I’m just returning from IPT/EGVE 2007, more on that later.
There have been several interesting talks about BCI (Brain Computer Interfaces).
>> Wheelchair control from thought
The first one was from Prof. Dr. Gert Pfurtscheller from the Laboratory of Brain-Computer Interfaces, Graz University of Technology, Austria :
Wheelchair control from thought: Simulation in an immersive virtual environment.
Here are some notes I took during this session :
The first thing to know is that those BCIs don’t read your thoughts. They won’t be able to know when you think ‘I want to go left’. They ‘simply’ discriminate between some thoughts, like thinking about moving your hands or feet by monitoring your motor cortex.

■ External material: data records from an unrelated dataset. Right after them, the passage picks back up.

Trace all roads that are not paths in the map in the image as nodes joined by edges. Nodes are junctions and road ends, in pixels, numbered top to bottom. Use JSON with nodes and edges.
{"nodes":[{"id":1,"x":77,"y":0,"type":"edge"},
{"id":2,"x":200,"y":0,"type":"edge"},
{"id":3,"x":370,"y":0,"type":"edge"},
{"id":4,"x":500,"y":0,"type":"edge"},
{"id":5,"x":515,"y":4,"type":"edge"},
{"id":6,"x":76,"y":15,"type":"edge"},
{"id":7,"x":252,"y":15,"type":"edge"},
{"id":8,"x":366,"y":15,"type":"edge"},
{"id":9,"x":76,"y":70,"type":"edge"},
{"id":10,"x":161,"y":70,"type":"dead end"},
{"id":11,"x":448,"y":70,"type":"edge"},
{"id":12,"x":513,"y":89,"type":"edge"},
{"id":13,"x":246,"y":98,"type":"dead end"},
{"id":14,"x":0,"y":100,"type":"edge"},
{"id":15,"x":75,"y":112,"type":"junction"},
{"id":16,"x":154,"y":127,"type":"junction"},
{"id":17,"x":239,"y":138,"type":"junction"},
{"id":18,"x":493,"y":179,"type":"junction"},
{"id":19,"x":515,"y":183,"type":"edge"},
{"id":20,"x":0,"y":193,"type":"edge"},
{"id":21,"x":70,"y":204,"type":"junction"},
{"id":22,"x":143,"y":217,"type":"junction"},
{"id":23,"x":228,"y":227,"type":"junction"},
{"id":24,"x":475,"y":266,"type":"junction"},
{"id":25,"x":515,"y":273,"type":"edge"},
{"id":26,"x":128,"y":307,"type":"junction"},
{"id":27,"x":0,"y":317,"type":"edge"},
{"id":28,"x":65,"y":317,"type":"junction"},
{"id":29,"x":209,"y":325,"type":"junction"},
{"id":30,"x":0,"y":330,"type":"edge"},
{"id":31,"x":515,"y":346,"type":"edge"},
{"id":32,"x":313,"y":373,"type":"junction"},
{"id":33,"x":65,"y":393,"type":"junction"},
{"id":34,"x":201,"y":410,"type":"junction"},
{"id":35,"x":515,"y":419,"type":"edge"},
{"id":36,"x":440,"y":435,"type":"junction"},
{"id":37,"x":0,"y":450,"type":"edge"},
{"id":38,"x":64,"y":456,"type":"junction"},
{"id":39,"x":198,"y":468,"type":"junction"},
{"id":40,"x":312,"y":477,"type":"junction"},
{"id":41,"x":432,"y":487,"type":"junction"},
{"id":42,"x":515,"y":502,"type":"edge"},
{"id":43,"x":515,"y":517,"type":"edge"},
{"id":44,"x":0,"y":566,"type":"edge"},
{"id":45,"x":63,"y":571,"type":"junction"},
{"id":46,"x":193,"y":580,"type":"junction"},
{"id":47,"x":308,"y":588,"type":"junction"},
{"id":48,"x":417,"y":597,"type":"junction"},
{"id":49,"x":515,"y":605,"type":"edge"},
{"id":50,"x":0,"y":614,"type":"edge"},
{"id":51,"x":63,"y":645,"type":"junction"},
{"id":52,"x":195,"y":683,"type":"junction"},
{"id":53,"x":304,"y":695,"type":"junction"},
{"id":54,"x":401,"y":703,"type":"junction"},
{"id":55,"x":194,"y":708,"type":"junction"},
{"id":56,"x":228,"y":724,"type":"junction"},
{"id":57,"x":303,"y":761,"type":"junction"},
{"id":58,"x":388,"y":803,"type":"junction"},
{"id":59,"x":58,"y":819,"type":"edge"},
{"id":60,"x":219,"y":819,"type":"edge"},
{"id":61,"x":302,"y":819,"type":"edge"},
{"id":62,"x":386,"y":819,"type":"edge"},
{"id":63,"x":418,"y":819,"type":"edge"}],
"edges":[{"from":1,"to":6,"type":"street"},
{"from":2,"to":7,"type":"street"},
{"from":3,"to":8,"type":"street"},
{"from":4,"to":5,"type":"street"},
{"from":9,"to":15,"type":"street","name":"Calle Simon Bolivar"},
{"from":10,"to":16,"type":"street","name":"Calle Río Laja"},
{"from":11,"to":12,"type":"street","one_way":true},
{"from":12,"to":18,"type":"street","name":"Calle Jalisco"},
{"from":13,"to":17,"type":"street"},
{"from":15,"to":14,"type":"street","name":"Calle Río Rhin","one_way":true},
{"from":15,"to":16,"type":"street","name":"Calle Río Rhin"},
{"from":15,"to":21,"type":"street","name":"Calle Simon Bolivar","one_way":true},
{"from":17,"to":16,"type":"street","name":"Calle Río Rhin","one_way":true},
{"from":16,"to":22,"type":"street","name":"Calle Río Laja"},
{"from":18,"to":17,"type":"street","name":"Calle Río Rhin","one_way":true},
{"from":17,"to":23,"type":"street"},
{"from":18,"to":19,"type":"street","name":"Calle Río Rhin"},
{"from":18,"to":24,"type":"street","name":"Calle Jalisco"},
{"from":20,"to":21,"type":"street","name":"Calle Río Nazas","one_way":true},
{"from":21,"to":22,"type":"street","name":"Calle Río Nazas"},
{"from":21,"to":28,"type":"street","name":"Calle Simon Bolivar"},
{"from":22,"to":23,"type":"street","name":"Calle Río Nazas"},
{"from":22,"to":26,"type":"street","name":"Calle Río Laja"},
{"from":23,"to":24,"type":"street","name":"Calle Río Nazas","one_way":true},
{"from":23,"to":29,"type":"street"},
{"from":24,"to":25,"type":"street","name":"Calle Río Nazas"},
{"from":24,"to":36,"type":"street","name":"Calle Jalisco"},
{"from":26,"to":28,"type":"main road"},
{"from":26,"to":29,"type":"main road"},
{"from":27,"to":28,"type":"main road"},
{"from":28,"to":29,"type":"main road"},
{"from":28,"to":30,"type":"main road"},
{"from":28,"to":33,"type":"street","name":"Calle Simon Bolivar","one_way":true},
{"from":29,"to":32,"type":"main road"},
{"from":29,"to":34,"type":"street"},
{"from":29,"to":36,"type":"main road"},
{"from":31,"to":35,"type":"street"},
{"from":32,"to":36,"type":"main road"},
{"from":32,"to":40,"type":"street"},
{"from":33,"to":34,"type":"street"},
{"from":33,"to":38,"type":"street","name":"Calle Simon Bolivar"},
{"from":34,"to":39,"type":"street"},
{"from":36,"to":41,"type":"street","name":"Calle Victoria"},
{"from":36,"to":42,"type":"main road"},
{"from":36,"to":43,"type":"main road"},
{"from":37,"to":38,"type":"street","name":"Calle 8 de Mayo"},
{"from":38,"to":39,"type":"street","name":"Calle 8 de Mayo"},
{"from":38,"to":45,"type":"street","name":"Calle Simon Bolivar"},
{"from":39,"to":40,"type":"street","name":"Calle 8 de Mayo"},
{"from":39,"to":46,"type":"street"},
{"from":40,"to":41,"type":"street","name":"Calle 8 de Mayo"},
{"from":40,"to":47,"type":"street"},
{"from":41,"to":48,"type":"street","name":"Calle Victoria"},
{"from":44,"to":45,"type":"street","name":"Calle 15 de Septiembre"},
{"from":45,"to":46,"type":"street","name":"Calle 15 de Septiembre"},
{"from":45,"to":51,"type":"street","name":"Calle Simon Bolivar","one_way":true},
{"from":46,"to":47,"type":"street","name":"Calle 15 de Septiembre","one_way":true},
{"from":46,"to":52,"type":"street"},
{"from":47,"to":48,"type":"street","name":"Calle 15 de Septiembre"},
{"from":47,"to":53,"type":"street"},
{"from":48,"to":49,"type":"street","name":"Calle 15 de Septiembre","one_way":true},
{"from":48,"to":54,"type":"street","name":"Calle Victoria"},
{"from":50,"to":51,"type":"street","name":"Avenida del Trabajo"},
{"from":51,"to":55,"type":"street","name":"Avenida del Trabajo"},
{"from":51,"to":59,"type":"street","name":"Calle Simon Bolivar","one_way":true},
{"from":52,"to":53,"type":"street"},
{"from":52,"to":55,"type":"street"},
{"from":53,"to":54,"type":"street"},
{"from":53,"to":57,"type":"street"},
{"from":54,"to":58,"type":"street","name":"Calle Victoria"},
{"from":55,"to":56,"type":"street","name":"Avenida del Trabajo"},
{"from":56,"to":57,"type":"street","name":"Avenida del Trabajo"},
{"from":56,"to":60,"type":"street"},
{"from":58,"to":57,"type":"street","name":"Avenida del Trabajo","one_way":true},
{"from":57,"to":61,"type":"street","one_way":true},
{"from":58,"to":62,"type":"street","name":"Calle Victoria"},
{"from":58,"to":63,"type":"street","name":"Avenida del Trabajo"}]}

But you need different strategies to match patterns, because not everyone will be able to ‘create’ the good thought that will be detected. For example for one subject, thinking about left hand (to go left) vs right hand (to go right), didn’t work well. They found out that asking the subject to think about moving his two feet vs right hand movement could lead to 100% discrimination.
By examining only the feet motor zone in the brain, the patient successfully moved a wheelchair in a VE. You can see a video here, search for “EEG-based walking of a tetraplegic in virtual reality”
Moreover, some completely paralyzed patients can only communicate through thougts, so BCIs could improve their lives.
Yann Renard, who works with Anatole Lecuyer, has also explained to me that you can use another technique called the ‘steady state’ : you bring your attention to an oscillation, like a visual blink or a sound, and the activity of the auditory or visual cortex is synchronised with the frequency of the oscillation.
More infos on BCI here : bci-info.org
There was another talk by the Intuition Network (network of excellence focused on virtual reality) about Neural Interfaces, chaired by Roland Blach (Fraunhofer IAO, Stuttgart), with talks from Oliver Stefani (COAT Basel), Anatole Lecuyer (Inria) and Marc Erich Latoschik (University of Bielefeld).
Neural interfaces could be used in VEs, not necessarily to have control over it (control the movements etc..), but more as input for adapting the VE to the user.
A limiting factor is that these interfaces are not easy to setup, and the calibration procedure has to be potentially done for each different user.
An interesting fact that was demonstrated is that it seems that sometimes, when you do a mistake, your unconscious mind notices it, but you still go with the conscious decision of doing the action. You read that right, the conscious and unconscious mind are fighting over what’s right and wrong !
So they think that maybe one day the neural interfaces could be used to warn a user that he wants to perform an action but his unconscious mind doesn’t agree so maybe he should think about it.
You could also use them to adapt the VE dynamically and in realtime to adapt to previous behaviours, desires, and support for the user’s cognitive and perceptual internal schemes. You could also create augmented cognition interfaces, that would adapt based on the cognitive workload, stress etc.
Anatole Lecuyer presented the OpenVibe project.
The goal of the OpenVibe project is to deliver a technological demonstrator and an OpenSource software to help developping BCI. As I don’t know the challenges of developping such applications, I can’t comment on the features of the software.
Anatole said that BCI can be used to improve VR, but VR can also improve BCI.
The results that I found the most interesting is that when using a BCI “helmet”, you only get electrical information from the surface of the brain. OpenVibe is able to recreate in realtime the3d electrical mental activity. This is useful for a more in depth information about the activity of brain zones. Moreover this allows to display in realtime and in 3D the activity of the brain. Maybe this realtime visualisation will allow us to have a better control on our brain activity and be able to modify it in realtime.